ÖtillÖ: à quoi peut-on s’attendre ?
La course originelle du swimrun aura lieu Lundi 5 Septembre. À quoi peut-on s’attendre pour cette course ?
Petit rappel rapide : la course traverse une partie de l’archipel de Stockholm en allant d’île en île (le sens de ö till ö en Suédois). Au cours de cette course nous couvrons 65km sur terre et 10km en mer, parcourant 26 îles qui engendrent 52 transitions. La compétition s’effectue en équipe de 2, dans trois catégories, 71 Hommes, 16 Femmes et 29 Mixtes.
La première course à pied de 1,2 km sur Sandhamn est neutralisée par un quad. Les concurrents restent en peloton groupé pour la première natation de 1,6 km. C’est à partie de là que la course commence vraiment.

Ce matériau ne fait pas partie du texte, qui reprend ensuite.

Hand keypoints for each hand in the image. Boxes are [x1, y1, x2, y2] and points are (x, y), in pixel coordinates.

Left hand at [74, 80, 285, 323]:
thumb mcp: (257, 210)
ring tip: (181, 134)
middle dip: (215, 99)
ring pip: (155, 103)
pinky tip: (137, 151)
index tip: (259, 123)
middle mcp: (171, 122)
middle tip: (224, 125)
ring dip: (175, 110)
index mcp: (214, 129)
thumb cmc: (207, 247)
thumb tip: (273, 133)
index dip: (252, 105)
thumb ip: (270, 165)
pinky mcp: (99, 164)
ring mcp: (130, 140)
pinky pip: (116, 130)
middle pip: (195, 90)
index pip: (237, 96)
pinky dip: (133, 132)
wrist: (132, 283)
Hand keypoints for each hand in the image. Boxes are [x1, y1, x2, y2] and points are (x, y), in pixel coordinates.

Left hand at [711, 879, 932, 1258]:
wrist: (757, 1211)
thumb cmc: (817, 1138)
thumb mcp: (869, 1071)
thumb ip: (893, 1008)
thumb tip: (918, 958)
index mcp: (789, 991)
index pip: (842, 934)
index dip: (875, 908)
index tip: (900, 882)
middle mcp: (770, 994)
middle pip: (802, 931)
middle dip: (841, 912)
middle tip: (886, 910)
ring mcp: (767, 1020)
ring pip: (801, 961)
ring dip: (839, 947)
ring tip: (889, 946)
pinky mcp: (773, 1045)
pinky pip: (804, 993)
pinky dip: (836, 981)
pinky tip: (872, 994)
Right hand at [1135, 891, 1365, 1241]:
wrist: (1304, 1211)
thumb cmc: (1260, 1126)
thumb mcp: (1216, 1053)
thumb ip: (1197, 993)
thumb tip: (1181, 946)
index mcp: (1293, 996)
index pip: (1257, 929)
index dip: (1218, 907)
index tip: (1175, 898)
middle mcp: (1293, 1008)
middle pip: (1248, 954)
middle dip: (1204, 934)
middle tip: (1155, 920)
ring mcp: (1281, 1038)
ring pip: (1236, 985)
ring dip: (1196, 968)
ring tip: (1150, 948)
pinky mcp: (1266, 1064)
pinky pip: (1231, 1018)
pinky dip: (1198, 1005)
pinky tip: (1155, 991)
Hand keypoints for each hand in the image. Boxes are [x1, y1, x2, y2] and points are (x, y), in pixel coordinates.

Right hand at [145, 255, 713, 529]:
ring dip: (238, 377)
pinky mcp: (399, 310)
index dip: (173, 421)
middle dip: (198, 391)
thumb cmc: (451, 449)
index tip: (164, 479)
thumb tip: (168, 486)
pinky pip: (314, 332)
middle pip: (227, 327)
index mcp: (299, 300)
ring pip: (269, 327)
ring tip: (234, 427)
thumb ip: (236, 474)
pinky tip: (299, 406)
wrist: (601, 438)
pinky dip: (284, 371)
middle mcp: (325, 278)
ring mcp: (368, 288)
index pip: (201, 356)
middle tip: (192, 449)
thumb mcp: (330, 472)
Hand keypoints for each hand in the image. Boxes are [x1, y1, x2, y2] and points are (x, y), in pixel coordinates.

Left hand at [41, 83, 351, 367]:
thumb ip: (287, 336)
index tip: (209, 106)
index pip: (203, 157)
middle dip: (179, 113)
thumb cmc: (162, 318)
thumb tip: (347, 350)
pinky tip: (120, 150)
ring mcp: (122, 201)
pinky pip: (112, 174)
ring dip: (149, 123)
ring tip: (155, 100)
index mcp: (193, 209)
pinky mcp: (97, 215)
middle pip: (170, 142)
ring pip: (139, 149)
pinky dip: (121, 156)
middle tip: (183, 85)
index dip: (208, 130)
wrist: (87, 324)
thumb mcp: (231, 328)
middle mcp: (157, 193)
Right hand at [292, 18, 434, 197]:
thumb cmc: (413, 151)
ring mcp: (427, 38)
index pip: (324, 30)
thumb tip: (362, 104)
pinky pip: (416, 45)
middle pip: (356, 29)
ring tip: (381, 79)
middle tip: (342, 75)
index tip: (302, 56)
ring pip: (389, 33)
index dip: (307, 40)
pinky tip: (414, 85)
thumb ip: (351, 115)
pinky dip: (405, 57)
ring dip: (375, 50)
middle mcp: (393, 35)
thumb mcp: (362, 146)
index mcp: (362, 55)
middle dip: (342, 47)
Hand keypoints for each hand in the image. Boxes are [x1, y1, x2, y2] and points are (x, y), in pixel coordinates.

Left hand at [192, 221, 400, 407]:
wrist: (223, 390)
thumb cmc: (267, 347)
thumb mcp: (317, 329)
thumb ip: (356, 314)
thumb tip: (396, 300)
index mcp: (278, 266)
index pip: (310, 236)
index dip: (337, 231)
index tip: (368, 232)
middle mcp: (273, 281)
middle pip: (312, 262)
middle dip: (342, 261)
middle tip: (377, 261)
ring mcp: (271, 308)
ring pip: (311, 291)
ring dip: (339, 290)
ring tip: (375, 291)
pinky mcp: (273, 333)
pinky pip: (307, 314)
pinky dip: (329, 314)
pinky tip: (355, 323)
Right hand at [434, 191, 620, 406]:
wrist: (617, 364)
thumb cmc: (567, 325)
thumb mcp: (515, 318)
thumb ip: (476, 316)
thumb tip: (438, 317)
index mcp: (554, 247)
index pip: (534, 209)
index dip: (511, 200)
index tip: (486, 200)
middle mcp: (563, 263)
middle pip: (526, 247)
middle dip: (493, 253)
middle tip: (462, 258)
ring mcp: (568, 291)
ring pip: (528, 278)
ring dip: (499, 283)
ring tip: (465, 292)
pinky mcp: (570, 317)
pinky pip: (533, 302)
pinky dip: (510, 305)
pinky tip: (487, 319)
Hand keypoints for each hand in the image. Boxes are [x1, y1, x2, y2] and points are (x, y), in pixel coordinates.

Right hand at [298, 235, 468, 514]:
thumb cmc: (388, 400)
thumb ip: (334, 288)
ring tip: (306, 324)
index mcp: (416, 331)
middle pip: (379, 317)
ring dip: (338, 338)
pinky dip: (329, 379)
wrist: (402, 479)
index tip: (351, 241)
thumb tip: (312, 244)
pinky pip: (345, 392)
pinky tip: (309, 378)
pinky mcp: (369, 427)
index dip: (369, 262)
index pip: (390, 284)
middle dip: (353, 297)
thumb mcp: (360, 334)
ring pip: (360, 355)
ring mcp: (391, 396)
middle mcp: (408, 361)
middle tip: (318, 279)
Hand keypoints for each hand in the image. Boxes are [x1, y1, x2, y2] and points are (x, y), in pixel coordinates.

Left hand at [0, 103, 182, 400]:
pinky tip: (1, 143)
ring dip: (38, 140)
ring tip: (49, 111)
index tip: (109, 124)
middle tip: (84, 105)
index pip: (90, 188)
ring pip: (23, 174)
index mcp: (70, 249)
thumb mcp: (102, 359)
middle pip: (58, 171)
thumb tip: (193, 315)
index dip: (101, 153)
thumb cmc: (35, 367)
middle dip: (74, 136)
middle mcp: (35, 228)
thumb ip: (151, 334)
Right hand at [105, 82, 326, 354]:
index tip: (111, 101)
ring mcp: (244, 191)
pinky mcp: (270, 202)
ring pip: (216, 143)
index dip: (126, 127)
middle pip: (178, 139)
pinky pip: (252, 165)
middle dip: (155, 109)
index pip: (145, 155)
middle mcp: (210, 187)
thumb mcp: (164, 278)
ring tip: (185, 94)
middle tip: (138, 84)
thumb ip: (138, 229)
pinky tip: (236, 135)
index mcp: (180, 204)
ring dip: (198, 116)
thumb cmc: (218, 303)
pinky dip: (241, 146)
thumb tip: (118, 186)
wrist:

Il fait encore très sombre, mais un flash sur l’île de Vindalso permet de se diriger assez facilement. Les meilleurs nageurs peuvent pousser leur avantage ici, alors que ceux et celles qui visent simplement de finir vont découvrir un petit choc thermique (et ce ne sera pas le dernier de la journée !) Ils devront prendre cette première natation assez tranquillement.
Dès la sortie de l’eau on découvre les rochers polis et glissants de l’archipel. C’est dans cette portion de la course qu’ils sont les plus glissants. C’est le moment de garder la tête froide (facile avec la température de l’eau) et prendre son temps. C’est aussi une bonne stratégie pour les sections terrestres qui viennent : on est dans un mélange de course au raz de l’eau et de mini escalade.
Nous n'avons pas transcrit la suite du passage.